Os cerca de 59 mil designados da educação no Estado de Minas Gerais, efetivados sem concurso público pela lei complementar 100, não serão dispensados pelo menos até dezembro. Este foi o entendimento do Supremo Tribunal Federal (STF), que acatou recurso do Governo mineiro ontem. A alegação foi que diante do grande número de cargos sujeitos à substituição e da complexidade dos trâmites para essa finalidade seria difícil regularizar a situação no prazo inicialmente fixado: 1º de abril.

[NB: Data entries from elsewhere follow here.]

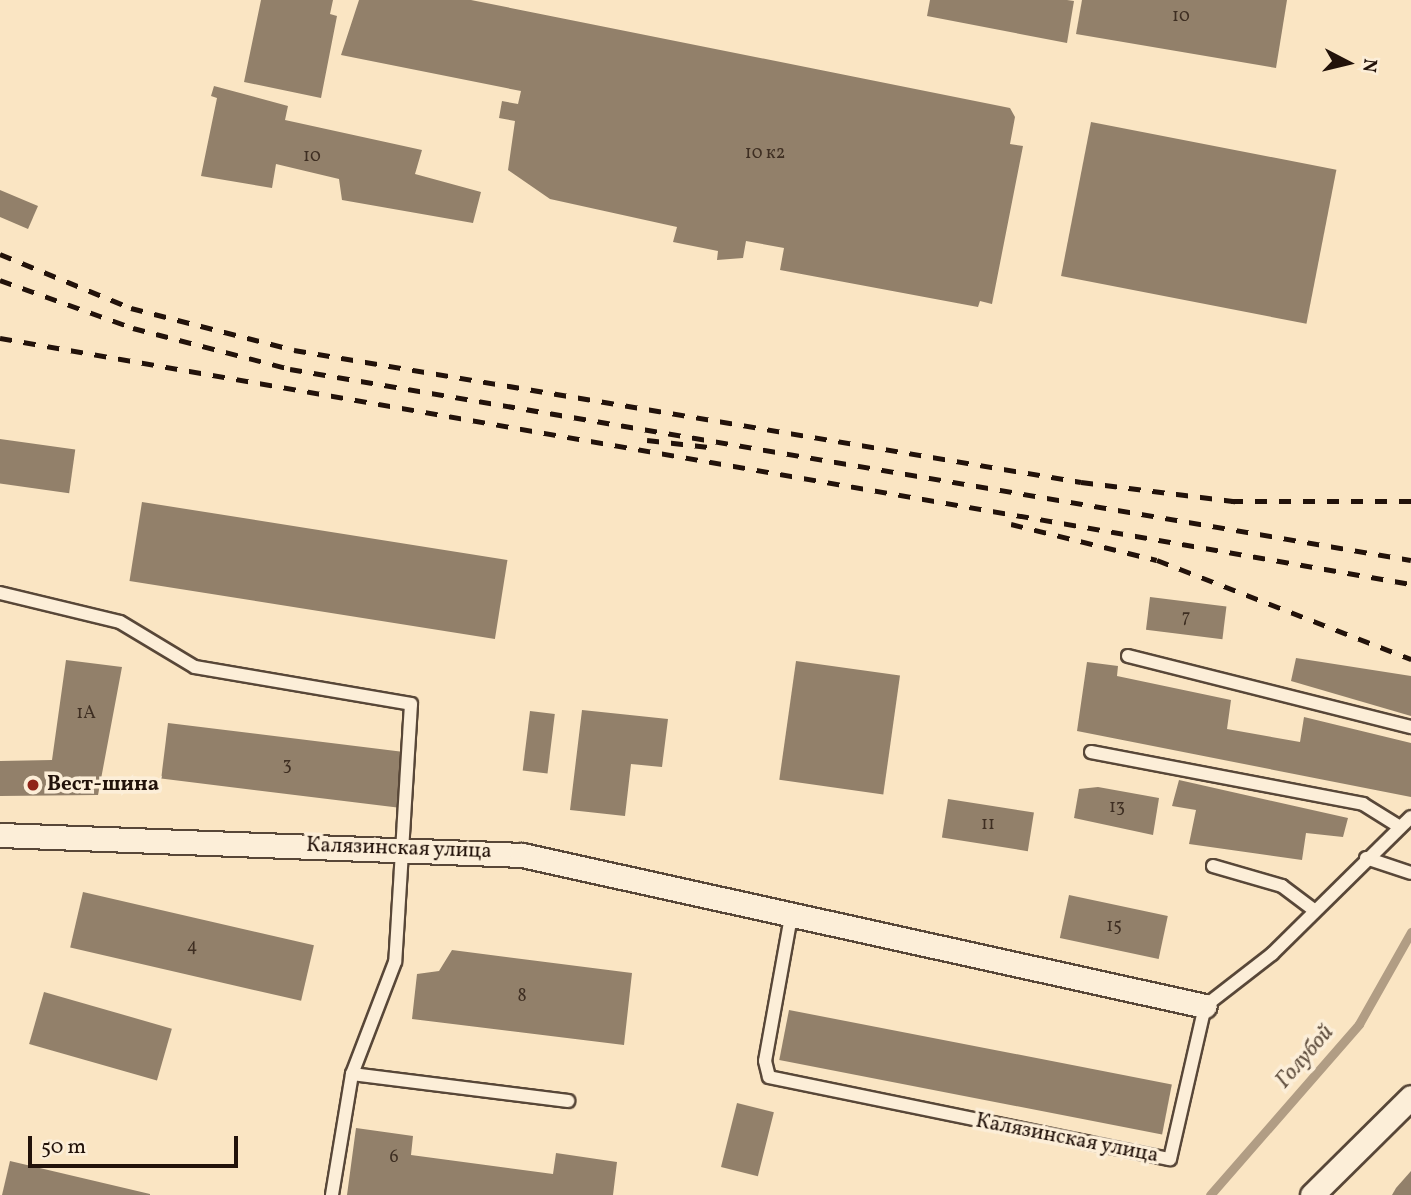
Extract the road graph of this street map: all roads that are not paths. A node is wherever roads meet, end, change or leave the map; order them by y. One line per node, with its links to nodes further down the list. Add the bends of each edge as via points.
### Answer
1 (0, 593): 8 (lane, via 120,622 195,667 411,704)
2 (1128, 656): 3 (lane)
3 (1411, 727)
4 (1091, 752): 6 (lane, via 1363,804)
5 (1411, 817): 6 (lane)
6 (1397, 825): 9 (lane)
7 (0, 835): 8 (street, Калязинская улица)
8 (403, 848): 12 (street, Калязинская улица, via 522,855); 15 (lane, via 395,962)
9 (1366, 858): 11 (lane); 13 (lane)
10 (1213, 866): 13 (lane, via 1282,886)
11 (1411, 873)
12 (793, 910): 14 (street, Калязинская улица); 14 (lane, Калязинская улица, via 765,1061 769,1077 785,1084 1170,1159)
13 (1314, 910): 14 (lane, via 1272,954)
14 (1205, 1006)
15 (352, 1074): 17 (lane); 18 (lane)
16 (1411, 1097): 19 (street)
17 (568, 1101)
18 (332, 1195)
19 (1312, 1195)

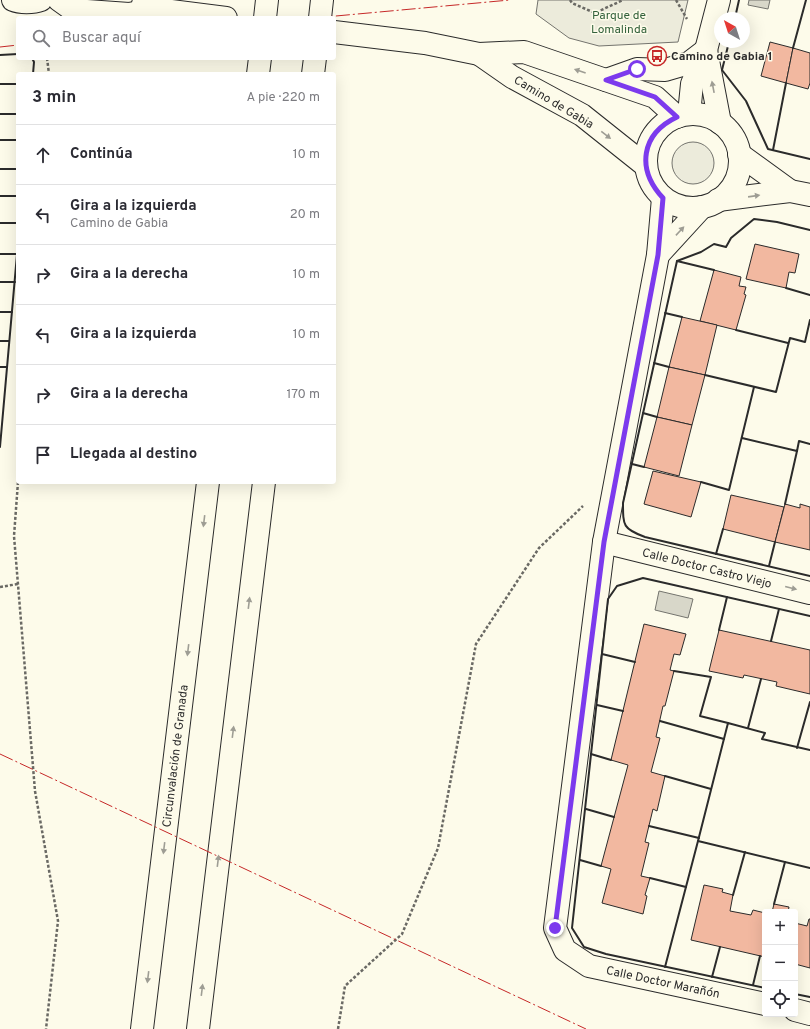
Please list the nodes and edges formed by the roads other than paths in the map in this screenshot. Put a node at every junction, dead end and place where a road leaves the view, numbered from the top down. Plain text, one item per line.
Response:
1 (13, 0) edge
2 (41, 0) edge
3 (59, 0) edge
4 (133, 0) edge
5 (267, 0) edge
6 (322, 0) edge
7 (719, 0) edge
8 (164, 10) junction
9 (210, 16) edge
10 (265, 16) edge
11 (320, 16) edge
12 (336, 32) edge
13 (706, 50) junction
14 (479, 54) junction
15 (260, 60) edge
16 (315, 60) edge
17 (258, 72) edge
18 (313, 72) edge
19 (606, 80) junction
20 (683, 116) junction
21 (720, 123) junction
22 (739, 154) junction
23 (646, 166) junction
24 (800, 193) edge
25 (663, 198) junction
26 (710, 204) junction
27 (658, 255) junction
28 (208, 484) edge
29 (264, 484) edge
30 (604, 542) junction
31 (810, 593) edge
32 (762, 1003) edge
33 (798, 1011) edge
34 (810, 1014) edge
35 (142, 1029) edge
36 (198, 1029) edge

1 - 2 main road
3 - 8 main road
4 - 8 main road
5 - 10 main road
6 - 11 main road
7 - 13 main road
8 - 9 main road
12 - 14 main road, Camino de Gabia
13 - 19 main road
13 - 20 main road
21 -> 13 main road
19 -> 14 main road, Camino de Gabia
14 -> 23 main road, Camino de Gabia
15 - 17 main road
16 - 18 main road
19 - 20 main road, Camino de Gabia
20 - 21 main road
20 - 23 main road
21 - 22 main road
22 - 24 main road
22 - 26 main road
23 - 25 main road
26 -> 24 main road
25 - 26 main road
25 - 27 main road
27 -> 26 main road
27 - 30 main road
28 -> 35 main road, Circunvalación de Granada
36 -> 29 main road
30 -> 31 main road, Calle Doctor Castro Viejo
30 - 32 main road, Calle Doctor Marañón
33 - 34 main road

Em julgamento realizado em 2014, o Supremo considerou inconstitucional a contratação dos servidores sem concurso, garantida por meio da Lei 100, de 2007. Na época, foi estipulado prazo de um ano para que a situação fosse regularizada. O Governo mineiro ajuizou embargos de declaração, em que pedia a extensão do prazo de modulação para os professores. O objetivo era evitar prejuízos aos alunos com a interrupção do ano letivo, mediante a impossibilidade de cumprir a decisão dentro do prazo fixado – 12 meses contados da data de publicação da ata de julgamento (1º de abril de 2014).
Nesta quarta, o plenário concluiu o julgamento dos embargos. Conforme o STF, o voto-vista da ministra Cármen Lúcia seguiu integralmente o relator, ministro Dias Toffoli, no sentido de acolher parcialmente o recurso para estender a modulação dos efeitos da decisão até o fim de dezembro de 2015. Os demais ministros também seguiram o voto do relator.
Também por unanimidade, o plenário acolheu questão de ordem apresentada pela Advocacia-Geral da União, no sentido de manter os efeitos do acordo firmado por Estado, União e Instituto Nacional do Seguro Social (INSS) para a aplicação de regime próprio de previdência aos servidores referidos no artigo 7º da Lei 100.